■ WORK REQUEST: Would you write out all the records again, exactly?

■ EXERCISE MATERIAL:
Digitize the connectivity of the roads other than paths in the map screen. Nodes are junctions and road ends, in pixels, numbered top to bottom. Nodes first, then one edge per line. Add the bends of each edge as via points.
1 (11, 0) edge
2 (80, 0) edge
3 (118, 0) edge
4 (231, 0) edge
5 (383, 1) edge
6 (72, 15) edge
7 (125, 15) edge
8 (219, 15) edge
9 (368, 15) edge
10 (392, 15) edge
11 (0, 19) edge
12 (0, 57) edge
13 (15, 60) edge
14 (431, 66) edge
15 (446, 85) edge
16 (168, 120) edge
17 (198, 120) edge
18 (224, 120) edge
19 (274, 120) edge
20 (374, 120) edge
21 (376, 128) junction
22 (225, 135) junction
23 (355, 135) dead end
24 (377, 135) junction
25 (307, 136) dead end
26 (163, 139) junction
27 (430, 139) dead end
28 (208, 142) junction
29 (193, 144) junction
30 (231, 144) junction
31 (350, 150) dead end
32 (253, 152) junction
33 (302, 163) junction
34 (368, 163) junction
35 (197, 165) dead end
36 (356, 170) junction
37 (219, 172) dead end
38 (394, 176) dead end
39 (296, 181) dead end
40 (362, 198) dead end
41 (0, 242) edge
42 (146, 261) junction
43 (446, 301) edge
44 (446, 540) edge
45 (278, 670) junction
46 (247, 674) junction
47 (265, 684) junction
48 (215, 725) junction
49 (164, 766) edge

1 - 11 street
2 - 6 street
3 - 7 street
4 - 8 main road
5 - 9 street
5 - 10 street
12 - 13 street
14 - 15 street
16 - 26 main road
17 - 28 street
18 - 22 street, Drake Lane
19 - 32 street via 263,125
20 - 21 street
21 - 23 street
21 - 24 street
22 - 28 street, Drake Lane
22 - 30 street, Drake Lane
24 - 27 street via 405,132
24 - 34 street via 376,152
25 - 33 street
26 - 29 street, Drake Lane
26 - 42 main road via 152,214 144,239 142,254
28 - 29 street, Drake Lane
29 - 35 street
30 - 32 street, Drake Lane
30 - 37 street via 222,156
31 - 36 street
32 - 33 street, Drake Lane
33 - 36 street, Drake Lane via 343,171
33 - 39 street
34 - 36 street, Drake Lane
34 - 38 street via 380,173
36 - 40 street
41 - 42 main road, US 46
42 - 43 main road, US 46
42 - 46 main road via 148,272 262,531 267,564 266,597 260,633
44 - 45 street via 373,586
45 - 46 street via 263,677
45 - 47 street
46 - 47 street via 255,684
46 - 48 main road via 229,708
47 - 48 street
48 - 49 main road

■ RESULT FOR THIS TASK:
Digitize the connectivity of the roads other than paths in the map screen. Nodes are junctions and road ends, in pixels, numbered top to bottom. Nodes first, then one edge per line. Add the bends of each edge as via points.
1 (11, 0) edge
2 (80, 0) edge
3 (118, 0) edge
4 (231, 0) edge
5 (383, 1) edge
6 (72, 15) edge
7 (125, 15) edge
8 (219, 15) edge
9 (368, 15) edge
10 (392, 15) edge
11 (0, 19) edge
12 (0, 57) edge
13 (15, 60) edge
14 (431, 66) edge
15 (446, 85) edge
16 (168, 120) edge
17 (198, 120) edge
18 (224, 120) edge
19 (274, 120) edge
20 (374, 120) edge
21 (376, 128) junction
22 (225, 135) junction
23 (355, 135) dead end
24 (377, 135) junction
25 (307, 136) dead end
26 (163, 139) junction
27 (430, 139) dead end
28 (208, 142) junction
29 (193, 144) junction
30 (231, 144) junction
31 (350, 150) dead end
32 (253, 152) junction
33 (302, 163) junction
34 (368, 163) junction
35 (197, 165) dead end
36 (356, 170) junction
37 (219, 172) dead end
38 (394, 176) dead end
39 (296, 181) dead end
40 (362, 198) dead end
41 (0, 242) edge
42 (146, 261) junction
43 (446, 301) edge
44 (446, 540) edge
45 (278, 670) junction
46 (247, 674) junction
47 (265, 684) junction
48 (215, 725) junction
49 (164, 766) edge

1 - 11 street
2 - 6 street
3 - 7 street
4 - 8 main road
5 - 9 street
5 - 10 street
12 - 13 street
14 - 15 street
16 - 26 main road
17 - 28 street
18 - 22 street, Drake Lane
19 - 32 street via 263,125
20 - 21 street
21 - 23 street
21 - 24 street
22 - 28 street, Drake Lane
22 - 30 street, Drake Lane
24 - 27 street via 405,132
24 - 34 street via 376,152
25 - 33 street
26 - 29 street, Drake Lane
26 - 42 main road via 152,214 144,239 142,254
28 - 29 street, Drake Lane
29 - 35 street
30 - 32 street, Drake Lane
30 - 37 street via 222,156
31 - 36 street
32 - 33 street, Drake Lane
33 - 36 street, Drake Lane via 343,171
33 - 39 street
34 - 36 street, Drake Lane
34 - 38 street via 380,173
36 - 40 street
41 - 42 main road, US 46
42 - 43 main road, US 46
42 - 46 main road via 148,272 262,531 267,564 266,597 260,633
44 - 45 street via 373,586
45 - 46 street via 263,677
45 - 47 street
46 - 47 street via 255,684
46 - 48 main road via 229,708
47 - 48 street
48 - 49 main road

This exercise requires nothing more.